Der nachfolgende Blogbeitrag ist Teil der Aktion „Realität und Phantastik“ von Meara Finnegan. Wie der Titel schon sagt, geht es darum, in Artikeln von Bloggern und Autoren die Verbindungen zwischen phantastischer Literatur und soziopolitischen Diskursen aufzuzeigen. Eine Übersicht aller Beiträge findet sich hier.
1. Zeitgeist Relativismus
Ich hatte in meinem Leben genau dreimal den Drang, an einer Demo teilnehmen zu müssen. Das erste Mal war ca. 2010, als meine Lieblingskneipe geschlossen wurde. Beim zweiten Mal (2013) ging es um Kirschbäume. Beide Male spielte dabei eine direkte, persönliche Betroffenheit eine Rolle. Für den Weltfrieden zu demonstrieren, hätte sicher mehr Idealismus-Punkte gegeben. Das erschien mir aber so naiv wie die meisten Internet-Petitionen, zu denen vor ein paar Jahren mit schöner Regelmäßigkeit bei Facebook eingeladen wurde.
Nur dem Unwissen vertrauen
Mit vielen anderen Demos hatte ich darüber hinaus ein Problem, weil ich lange relativ überzeuge Relativistin war (LOL).* Streng genommen bedeutet Relativismus, dass man nie entscheiden kann, ob etwas richtig oder falsch ist, weil man nie fähig ist, sich komplett in die Perspektive des anderen hineinzuversetzen bzw. eine von den Subjekten losgelöste, objektive Perspektive einzunehmen. Alles, was man wahrnimmt und bewertet, ist abhängig von den eigenen Empfindungen, Erfahrungen, Werten und Einstellungen und kann daher nur subjektiv richtig sein. Das Gegenteil wäre der Universalismus, der von allgemein verbindlichen Werten und Wahrheiten ausgeht. Dabei gibt es verschiedene Felder von Relativismus und Universalismus. Beides kann sich etwa auf Kulturen, Wahrheit™ oder die Alltagsethik beziehen.

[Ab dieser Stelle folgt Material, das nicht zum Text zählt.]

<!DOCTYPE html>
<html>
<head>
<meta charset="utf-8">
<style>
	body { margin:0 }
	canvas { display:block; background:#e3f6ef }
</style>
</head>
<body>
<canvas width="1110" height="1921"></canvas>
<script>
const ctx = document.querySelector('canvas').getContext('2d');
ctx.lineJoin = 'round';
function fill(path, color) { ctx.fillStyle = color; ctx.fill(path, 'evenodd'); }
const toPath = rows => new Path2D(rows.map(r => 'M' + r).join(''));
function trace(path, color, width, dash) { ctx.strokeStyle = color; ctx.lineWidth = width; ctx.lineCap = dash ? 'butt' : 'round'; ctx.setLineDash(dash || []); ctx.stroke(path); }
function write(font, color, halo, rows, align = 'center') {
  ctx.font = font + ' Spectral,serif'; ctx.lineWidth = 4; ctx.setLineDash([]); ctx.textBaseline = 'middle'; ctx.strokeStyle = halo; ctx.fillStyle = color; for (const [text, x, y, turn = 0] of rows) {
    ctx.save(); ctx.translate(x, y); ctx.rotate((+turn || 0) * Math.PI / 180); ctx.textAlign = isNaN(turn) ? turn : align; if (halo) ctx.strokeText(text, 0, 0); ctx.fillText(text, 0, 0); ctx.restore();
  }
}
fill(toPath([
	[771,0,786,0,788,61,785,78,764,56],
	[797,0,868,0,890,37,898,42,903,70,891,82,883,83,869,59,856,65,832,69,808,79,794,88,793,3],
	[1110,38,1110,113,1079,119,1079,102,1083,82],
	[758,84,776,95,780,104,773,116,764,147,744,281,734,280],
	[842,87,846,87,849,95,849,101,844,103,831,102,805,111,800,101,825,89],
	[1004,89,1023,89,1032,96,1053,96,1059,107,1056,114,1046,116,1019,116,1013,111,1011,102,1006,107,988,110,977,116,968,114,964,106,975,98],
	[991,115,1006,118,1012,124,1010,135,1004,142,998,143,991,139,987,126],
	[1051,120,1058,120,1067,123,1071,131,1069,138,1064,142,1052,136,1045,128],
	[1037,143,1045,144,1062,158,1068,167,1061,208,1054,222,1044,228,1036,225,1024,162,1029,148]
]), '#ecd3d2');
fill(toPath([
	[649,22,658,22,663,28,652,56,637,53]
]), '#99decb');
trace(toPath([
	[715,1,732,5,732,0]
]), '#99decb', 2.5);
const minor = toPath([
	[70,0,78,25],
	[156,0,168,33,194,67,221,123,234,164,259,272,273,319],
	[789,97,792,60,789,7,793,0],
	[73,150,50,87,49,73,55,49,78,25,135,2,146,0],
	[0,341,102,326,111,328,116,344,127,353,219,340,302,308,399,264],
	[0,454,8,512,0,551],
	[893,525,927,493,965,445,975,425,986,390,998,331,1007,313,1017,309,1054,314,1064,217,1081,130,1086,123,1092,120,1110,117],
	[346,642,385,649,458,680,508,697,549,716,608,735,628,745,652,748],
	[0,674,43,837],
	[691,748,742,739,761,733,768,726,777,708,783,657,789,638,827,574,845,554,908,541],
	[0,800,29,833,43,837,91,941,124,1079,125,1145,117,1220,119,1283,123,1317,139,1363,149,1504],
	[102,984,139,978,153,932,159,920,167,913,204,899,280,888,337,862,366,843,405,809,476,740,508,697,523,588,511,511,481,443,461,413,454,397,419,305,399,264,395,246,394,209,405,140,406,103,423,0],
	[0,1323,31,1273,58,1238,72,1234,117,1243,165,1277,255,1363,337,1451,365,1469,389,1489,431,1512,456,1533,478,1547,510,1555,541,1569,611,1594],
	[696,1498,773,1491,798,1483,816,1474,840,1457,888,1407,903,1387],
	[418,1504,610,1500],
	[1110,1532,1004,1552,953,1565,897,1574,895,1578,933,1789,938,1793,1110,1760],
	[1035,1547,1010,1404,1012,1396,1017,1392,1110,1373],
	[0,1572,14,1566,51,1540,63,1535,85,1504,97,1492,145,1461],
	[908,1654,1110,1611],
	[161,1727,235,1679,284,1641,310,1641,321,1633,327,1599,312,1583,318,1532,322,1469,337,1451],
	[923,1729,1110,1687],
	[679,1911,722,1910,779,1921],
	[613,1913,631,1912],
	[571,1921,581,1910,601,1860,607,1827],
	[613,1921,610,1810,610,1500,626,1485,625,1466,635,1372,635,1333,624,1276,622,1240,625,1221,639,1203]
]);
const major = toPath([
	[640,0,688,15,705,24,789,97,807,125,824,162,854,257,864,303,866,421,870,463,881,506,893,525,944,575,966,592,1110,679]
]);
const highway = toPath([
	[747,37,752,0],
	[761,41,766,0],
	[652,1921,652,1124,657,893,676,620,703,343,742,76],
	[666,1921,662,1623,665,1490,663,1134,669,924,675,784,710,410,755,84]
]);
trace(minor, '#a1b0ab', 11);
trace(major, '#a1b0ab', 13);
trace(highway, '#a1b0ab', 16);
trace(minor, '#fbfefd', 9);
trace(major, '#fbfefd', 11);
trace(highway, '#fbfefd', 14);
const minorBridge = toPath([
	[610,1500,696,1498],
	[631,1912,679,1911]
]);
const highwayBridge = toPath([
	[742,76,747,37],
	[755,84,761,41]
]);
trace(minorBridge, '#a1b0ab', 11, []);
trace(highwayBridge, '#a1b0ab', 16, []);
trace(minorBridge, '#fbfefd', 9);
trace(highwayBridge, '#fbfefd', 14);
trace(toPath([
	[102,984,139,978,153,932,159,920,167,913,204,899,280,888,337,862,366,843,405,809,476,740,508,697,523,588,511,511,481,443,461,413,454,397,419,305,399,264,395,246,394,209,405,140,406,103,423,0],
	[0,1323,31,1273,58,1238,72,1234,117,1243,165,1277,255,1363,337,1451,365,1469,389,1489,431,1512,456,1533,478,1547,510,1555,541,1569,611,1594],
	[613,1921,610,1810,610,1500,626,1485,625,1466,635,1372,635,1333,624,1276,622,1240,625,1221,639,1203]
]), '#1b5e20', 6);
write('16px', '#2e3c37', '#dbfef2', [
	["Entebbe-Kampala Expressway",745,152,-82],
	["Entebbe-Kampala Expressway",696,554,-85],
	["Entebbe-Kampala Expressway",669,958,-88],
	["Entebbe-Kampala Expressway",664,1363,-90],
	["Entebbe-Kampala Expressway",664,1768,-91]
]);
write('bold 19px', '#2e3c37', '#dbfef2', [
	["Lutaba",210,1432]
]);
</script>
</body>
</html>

In Politik und Gesellschaft können Relativismus und Universalismus weitreichende Folgen haben. Geht es etwa um das Thema religiöse Beschneidung, stehen sich (Kultur-)Relativisten und Universalisten unversöhnlich gegenüber. Der Universalismus würde das Recht auf Unversehrtheit betonen. Der Relativist würde sagen, es sei Sache der Religion, darüber zu entscheiden, da Außenstehende die Sache nicht beurteilen könnten.

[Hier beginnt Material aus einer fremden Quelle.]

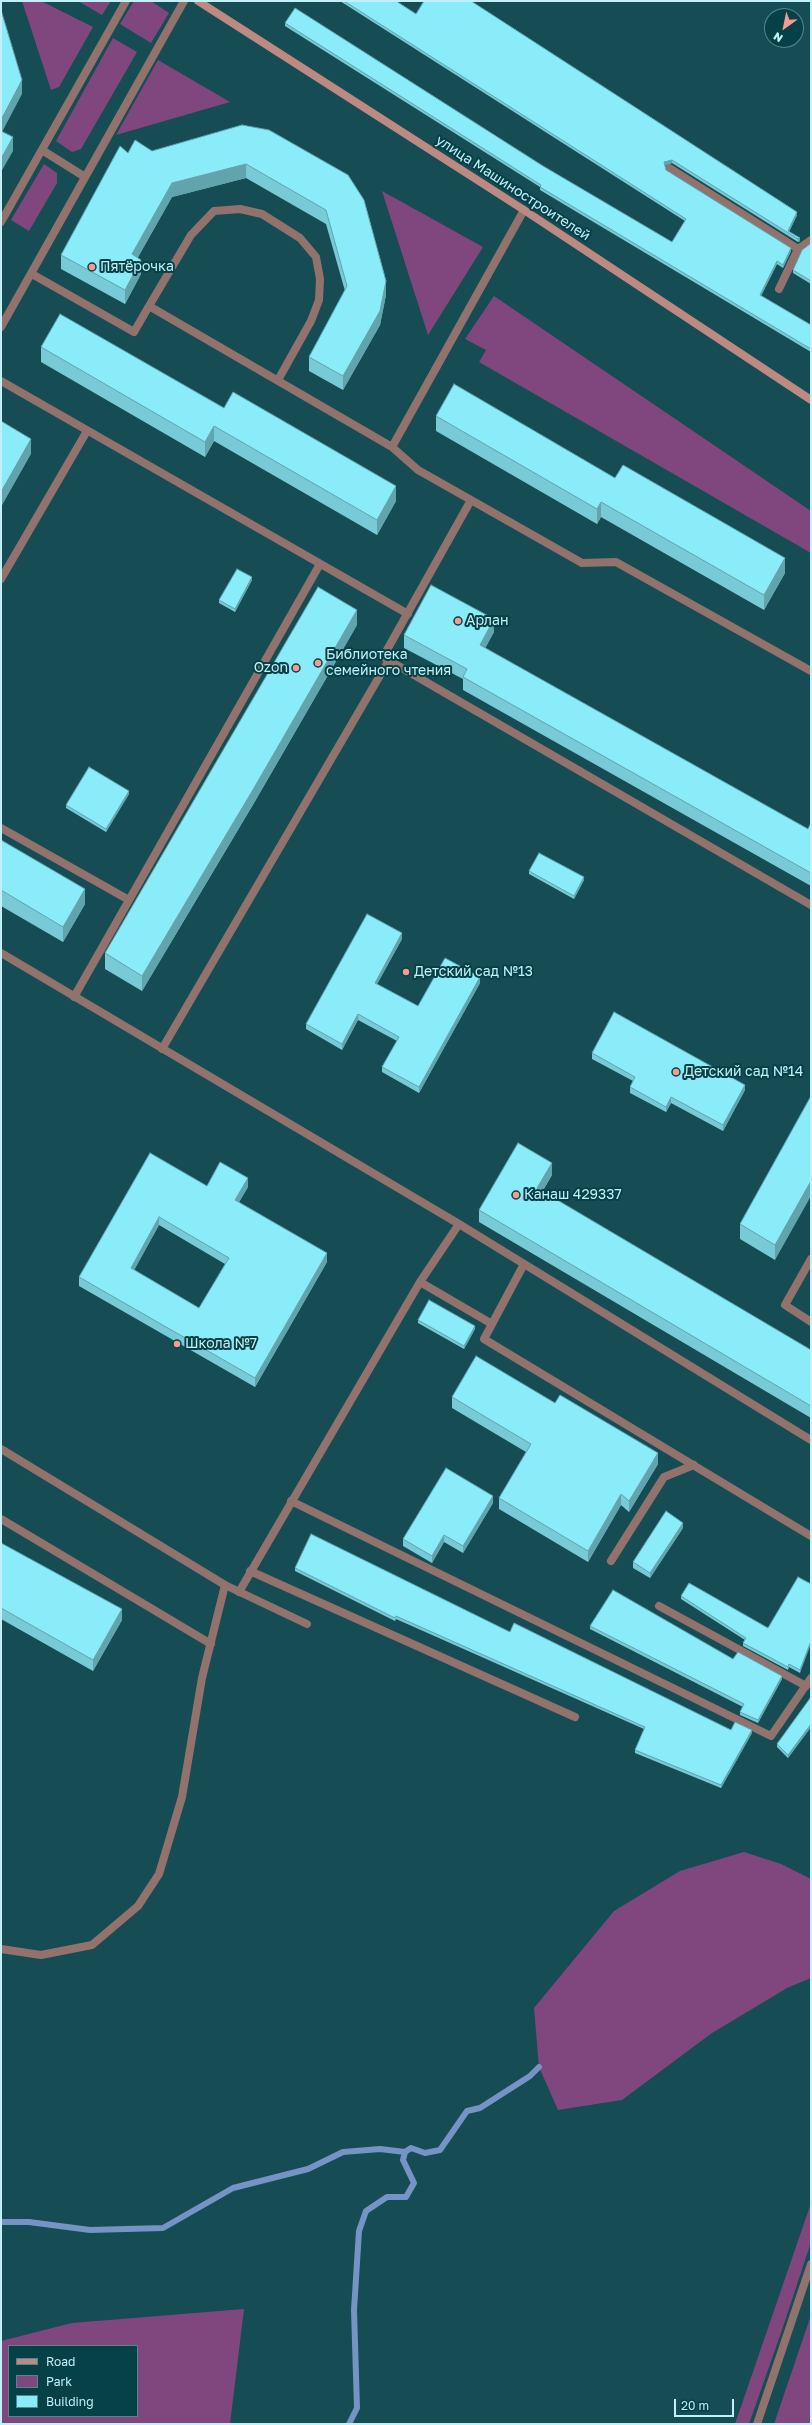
<!DOCTYPE html>
<html>
<head>
<meta charset="utf-8">
<style>
	body { margin:0 }
	#map { position:relative; width:812px; height:2425px; overflow:hidden; background:#164c53; font-family:"Golos Text",sans-serif }
	canvas { display:block }
	.frame { position:absolute; inset:0; border:2px solid #c3eff6; pointer-events:none }
	.legend { position:absolute; left:8px; top:2345px; width:130px; height:72px; box-sizing:border-box; background:#074148; border:1px solid #52878e; margin:0; padding:5px 7px; list-style:none; font-size:12px; color:#c3eff6 }
	.legend li { display:flex; align-items:center; gap:8px; height:20px }
	.legend b { width:20px; border:1px solid #52878e }
	.north { position:absolute; left:764px; top:8px; width:40px; height:40px; box-sizing:border-box; background:#074148; border:1px solid #52878e; border-radius:50%; rotate:213deg; font-size:11px; font-weight:700; line-height:16px; text-align:center; color:#c3eff6 }
	.north::after { content:''; display:block; margin:auto; width:14px; height:18px; background:#f59c90; clip-path:polygon(50% 0,100% 100%,50% 72%,0 100%) }
	.scale { position:absolute; left:674px; top:2399px; width:60px; height:18px; box-sizing:border-box; border:2px solid #c3eff6; border-top:0; padding-left:5px; font-size:12px; line-height:14px; white-space:nowrap; color:#c3eff6; -webkit-text-stroke:3px #074148; paint-order:stroke }
</style>
</head>
<body>
<div id="map">
<canvas width="812" height="2425"></canvas>
<div class="frame"></div>
<ul class="legend">
<li><b style="height:5px;background:#bd8a83"></b>Road</li>
<li><b style="height:11px;background:#80477e"></b>Park</li>
<li><b style="height:11px;background:#8aebf9"></b>Building</li>
</ul>
<div class="north">N</div>
<div class="scale">20 m</div>
</div>
<script>
const g = document.querySelector('canvas').getContext('2d');
g.lineJoin = 'round';
function fill(path, color) {
  g.fillStyle = color;
  g.fill(path, 'evenodd');
}
function poly(rows) {
  const path = new Path2D();
  for (const r of rows) {
    path.moveTo(r[0], r[1]);
    for (let i = 2; i < r.length; i += 2) path.lineTo(r[i], r[i + 1]);
  }
  return path;
}
function stroke(path, color, width, dash) {
  g.strokeStyle = color;
  g.lineWidth = width;
  g.lineCap = dash ? 'butt' : 'round';
  g.setLineDash(dash || []);
  g.stroke(path);
}
function write(font, color, halo, rows, align = 'center') {
  g.font = font + ' "Golos Text",sans-serif';
  g.lineWidth = 4;
  g.setLineDash([]);
  g.textBaseline = 'middle';
  g.strokeStyle = halo;
  g.fillStyle = color;
  for (const [text, x, y, turn = 0] of rows) {
    g.save();
    g.translate(x, y);
    g.rotate((+turn || 0) * Math.PI / 180);
    g.textAlign = isNaN(turn) ? turn : align;
    if (halo) g.strokeText(text, 0, 0);
    g.fillText(text, 0, 0);
    g.restore();
  }
}
const green = poly([
	[22,1,41,1,93,27,59,87,51,90],
	[78,1,111,1,102,15],
	[134,1,151,1,169,13,151,43,120,24],
	[113,38,137,52,81,149,72,152,56,141],
	[158,60,230,102,116,135],
	[44,164,57,173,57,183,29,231,11,220],
	[382,191,483,247,428,335],
	[494,296,811,511,811,553,479,362,486,350,465,339],
	[744,1852,781,1864,811,1879,811,1978,787,1988,712,2033,622,2100,558,2110,539,2067,534,2008,614,1911,680,1871],
	[811,2203,811,2242,782,2330,749,2424,735,2424],
	[244,2309,230,2424,1,2424,1,2341,72,2323],
	[9,2346,137,2346,137,2416,9,2416],
	[811,2315,811,2424,774,2424]
]);
const stream = poly([
	[1,2222,29,2222,90,2230,163,2228,233,2188,308,2169,343,2152,380,2149,405,2152,411,2148,425,2153,440,2150,467,2111,480,2108,530,2076,539,2067],
	[349,2424,357,2408,354,2310,359,2231,366,2211,387,2197,406,2197,414,2183,403,2160,405,2152]
]);
const lane = poly([
	[42,150,85,177],
	[669,168,798,249],
	[524,210,392,447,418,470,471,500,383,657,811,905],
	[1,222,126,1],
	[32,274,134,332,149,306,392,447],
	[779,289,798,249,811,240],
	[149,306,191,235,214,211,240,209,262,214,300,238,316,257,320,279,319,300,311,321,278,380],
	[1,327,184,1],
	[1,381,408,614],
	[471,500,582,563,616,562,811,671],
	[1,579,87,431],
	[1,828,129,900],
	[1,953,459,1224,811,1440],
	[74,997,320,564],
	[162,1049,389,660],
	[811,1259,785,1305,811,1322],
	[524,1264,484,1339,811,1536],
	[420,1282,459,1224],
	[291,1501,771,1736,811,1678],
	[1,1519,211,1644],
	[611,1561,664,1477,694,1465],
	[250,1571,575,1717],
	[239,1592,420,1282,492,1324],
	[659,1606,806,1686]
]);
const street = poly([
	[1,1449,225,1585,307,1624],
	[1,1949,41,1955,92,1945,138,1906,159,1874,182,1797,202,1678,225,1585],
	[757,2424,811,2264]
]);
const secondary = poly([
	[198,1,524,210,811,400]
]);
const wall = poly([
	[340,1,396,1,416,14,797,215,789,232,800,241,798,242,672,163,665,165,666,170,791,251,783,268,777,264,761,296,811,325,811,352,540,190,540,187,285,26,285,23,543,166,672,242,685,221],
	[152,151,348,175,386,295,380,325,343,390,309,371,309,357,345,291,326,224,246,178,172,197,138,257,141,274,125,304,61,269,61,255,128,153],
	[811,244,811,284,793,273,793,270],
	[41,347,224,408,396,501,377,535,214,441,205,457,41,362],
	[436,416,615,478,785,573,764,610,601,517,597,524,436,431],
	[252,580,235,612,219,603,219,600],
	[357,625,254,803,142,991,105,969,105,953],
	[494,632,485,648,808,829,811,823,811,886,463,690,463,679,404,648,404,635],
	[129,794,106,832,66,808,66,805],
	[1,840,85,904,63,942,1,906],
	[529,871,584,880,574,899,529,874],
	[402,939,377,984,418,1006,480,983,419,1093,382,1072,382,1067,397,1041,358,1020,342,1050,306,1029,306,1024],
	[592,1053,745,1090,723,1131,671,1103,666,1112,630,1093,630,1087,633,1081,592,1059],
	[811,1096,775,1260,740,1239,740,1224],
	[150,1153,207,1186,248,1187,239,1202,327,1262,255,1387,79,1286,79,1277],
	[159,1225,225,1264,199,1308,134,1270],
	[552,1175,542,1192,811,1350,811,1418,479,1222,479,1210],
	[418,1320,475,1329,464,1349,418,1323],
	[452,1397,555,1403,658,1464,629,1512,621,1505,588,1562,499,1509,499,1498,526,1452,452,1408],
	[493,1503,463,1553,444,1542,432,1563,403,1546,403,1539],
	[683,1528,650,1578,633,1568,633,1562],
	[1,1543,122,1620,93,1671,1,1619],
	[295,1568,510,1632,731,1730,752,1733,721,1788,635,1753,635,1750,644,1729,396,1619,395,1621,295,1571],
	[811,1584,800,1673,789,1667,788,1670,743,1646,743,1643,745,1640,681,1599,681,1596,768,1628],
	[590,1626,782,1679,758,1723,740,1715,740,1712,743,1707,590,1629],
	[811,1697,811,1727,788,1758,777,1747,777,1744]
]);
const shadedWall = poly([
	[22,80,22,94,1,134,1,120],
	[13,137,13,151,1,172,1,159],
	[672,160,672,163,664,165,664,162],
	[246,164,246,178,172,197,132,268,132,254,172,183],
	[797,212,797,215,788,234,788,231],
	[800,238,800,241,798,242,798,239],
	[791,248,791,251,783,268,783,265],
	[141,260,141,274,125,304,125,290],
	[777,261,777,264,760,298,760,295],
	[386,281,386,295,380,325,343,390,343,376],
	[214,426,214,441,205,457,205,442],
	[31,439,31,454,1,507,1,492],
	[396,486,396,501,377,535,377,520],
	[601,502,601,517,597,524,597,509],
	[785,558,785,573,764,610,764,595],
	[252,577,252,580,235,612,235,609],
	[357,610,357,625,254,803,142,991,142,976],
	[494,619,494,632,480,658,480,645],
	[129,791,129,794,106,832,106,829],
	[584,877,584,880,574,899,574,896],
	[85,889,85,904,63,942,63,927],
	[402,933,402,939,375,988,375,983],
	[480,977,480,983,419,1093,419,1087],
	[358,1014,358,1020,342,1050,342,1044],
	[745,1085,745,1090,723,1131,723,1125],
	[671,1097,671,1103,666,1112,666,1107],
	[552,1163,552,1175,537,1201,537,1188],
	[248,1178,248,1187,235,1209,235,1200],
	[811,1181,811,1196,775,1260,775,1245],
	[159,1217,159,1225,131,1276,131,1268],
	[327,1253,327,1262,255,1387,255,1378],
	[475,1326,475,1329,464,1349,464,1346],
	[658,1453,658,1464,629,1512,629,1501],
	[621,1494,621,1505,588,1562,588,1551],
	[493,1496,493,1503,463,1553,463,1546],
	[683,1523,683,1528,650,1578,650,1573],
	[444,1535,444,1542,432,1563,432,1556],
	[122,1609,122,1620,93,1671,93,1660],
	[811,1641,811,1644,800,1673,800,1670],
	[782,1676,782,1679,758,1723,758,1720],
	[811,1724,811,1727,788,1758,788,1755],
	[752,1730,752,1733,721,1788,721,1785]
]);
const building = poly([
	[344,1,396,1,416,14,424,1,471,1,797,212,788,231,800,238,798,239,672,160,664,162,666,170,791,248,783,265,777,261,760,295,811,325,811,349,540,187,541,185,285,23,295,8,543,166,672,242,686,219,344,1],
	[1,10,22,80,1,120,1,10],
	[242,125,269,130,348,175,364,200,386,281,380,311,343,376,309,357,347,286,326,210,246,164,172,183,132,254,141,260,125,290,61,255,120,146,128,153,135,140,152,151,242,125],
	[1,131,13,137,1,159,1,131],
	[810,244,811,244,811,281,793,270,802,250,810,244],
	[60,314,224,408,233,392,396,486,377,520,214,426,205,442,41,347,60,314],
	[454,384,615,478,623,465,785,558,764,595,601,502,597,509,436,416,454,384],
	[1,421,31,439,1,492,1,421],
	[237,569,252,577,235,609,219,600,237,569],
	[431,585,494,619,480,645,808,829,811,823,811,873,463,677,467,669,404,635,431,585],
	[318,587,357,610,254,788,142,976,105,953,318,587],
	[89,767,129,791,106,829,66,805,89,767],
	[1,840,85,889,63,927,1,890,1,840],
	[539,853,584,877,574,896,529,871,539,853],
	[367,914,402,933,375,983,418,1006,445,958,480,977,419,1087,382,1067,399,1037,358,1014,342,1044,306,1024,367,914],
	[614,1012,745,1085,723,1125,671,1097,666,1107,630,1087,635,1077,592,1053,614,1012],
	[811,1096,811,1181,775,1245,740,1224,811,1096],
	[518,1143,552,1163,537,1188,811,1350,811,1406,479,1210,518,1143],
	[150,1153,207,1186,220,1162,248,1178,235,1200,327,1253,255,1378,79,1277,150,1153],
	[159,1217,229,1258,199,1308,131,1268,159,1217],
	[429,1300,475,1326,464,1346,418,1320,429,1300],
	[476,1356,555,1403,560,1395,658,1453,629,1501,621,1494,588,1551,499,1498,531,1444,452,1397,476,1356],
	[446,1468,493,1496,463,1546,444,1535,432,1556,403,1539,446,1468],
	[666,1511,683,1523,650,1573,633,1562,666,1511],
	[311,1534,510,1632,514,1623,731,1730,735,1722,752,1730,721,1785,635,1750,645,1727,396,1616,395,1618,295,1568,311,1534],
	[1,1543,122,1609,93,1660,1,1608,1,1543],
	[798,1577,811,1584,811,1641,800,1670,789,1664,788,1667,743,1643,746,1638,681,1596,689,1583,768,1628,798,1577],
	[613,1590,733,1659,738,1652,782,1676,758,1720,740,1712,744,1704,590,1626,613,1590],
	[811,1697,811,1724,788,1755,777,1744,811,1697]
]);
const markers = [
	[92,267,4,"#f59c90"],
	[458,621,4,"#f59c90"],
	[318,663,4,"#f59c90"],
	[296,668,4,"#f59c90"],
	[406,972,4,"#f59c90"],
	[676,1072,4,"#f59c90"],
	[516,1195,4,"#f59c90"],
	[177,1344,4,"#f59c90"]
];
const streetNames = [
	["улица Машиностроителей",513,188,33]
];
const poiNames = [
	["Пятёрочка",100,267],
	["Арлан",466,621],
	["Библиотека",326,655],
	["семейного чтения",326,671],
	["Ozon",288,668,"right"],
	["Детский сад №13",414,972],
	["Детский сад №14",684,1072],
	["Канаш 429337",524,1195],
	["Школа №7",185,1344]
];
fill(green, '#80477e');
stroke(stream, '#7593c5', 6);
stroke(lane, '#92726d', 8);
stroke(street, '#92726d', 8);
stroke(secondary, '#bd8a83', 8);
fill(wall, '#77cad6');
fill(shadedWall, '#61a4ae');
fill(building, '#8aebf9');
stroke(building, '#61a4ae', 1);
for (const [x, y, r, color] of markers) {
  const dot = new Path2D();
  dot.arc(x, y, r, 0, 2 * Math.PI);
  g.fillStyle = color;
  g.fill(dot);
  stroke(dot, '#074148', 1.5);
}
write('14px', '#c3eff6', '#074148', streetNames);
write('14px', '#c3eff6', '#074148', poiNames, 'left');
</script>
</body>
</html>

Natürlich gibt es dabei viele Abstufungen beider Haltungen. Das Extrem des Relativisten aber würde die Aushebelung der Menschenrechte bedeuten. Das des Universalisten wäre, nur die eigene Wahrheit, die eigenen Normen und Werte zuzulassen, und sie allen anderen aufzuzwingen.
Das Warum der Unsicheren
Für mich bedeutete der Relativismus nur, mir zwar eine Meinung bilden zu dürfen – was ich oft und gerne tat –, mich aber auch in das eine andere Meinung vertretende Gegenüber hineinzuversetzen. Relativismus ist eine ethische Haltung, aber keine besonders befriedigende. In Zeiten von Postmoderne und Generation Y ist sie, nüchtern betrachtet, eigentlich zwar ideal. Kapiert schließlich eh keiner mehr, was sich der Einzelne bei seiner Bastelidentität denkt und hinterfragt wird doch alles. Das Problem ist aber, dass man auf das Gegenüber ständig unsicher wirkt, weil man damit beschäftigt ist, dessen Standpunkt nachzuvollziehen. Und wenn man das konsequent genug macht, kommt man bei den meisten Themen an einen Punkt, an dem man den anderen weit genug verstehen kann, um ihm einen Kompromiss vorzuschlagen. Ist das Gegenüber kein Relativist – und das ist die Regel, auch wenn nicht jeder deshalb ultimativer Universalist ist –, hat man an diesem Punkt aber leider schon verloren. Zudem findet man sich in einer ständigen Mittelposition wieder, die zwar einem selbst richtig erscheint und das Gewissen beruhigt, einen aber trotzdem nicht ruhig schlafen lässt, weil man für die anderen ständig der Feind ist. Ihr wisst schon – ist man nicht für jemanden, ist man gegen ihn. In einer Welt ohne Richtig und Falsch erschien mir der Relativismus dennoch bei den meisten Themen als (relativ) richtig.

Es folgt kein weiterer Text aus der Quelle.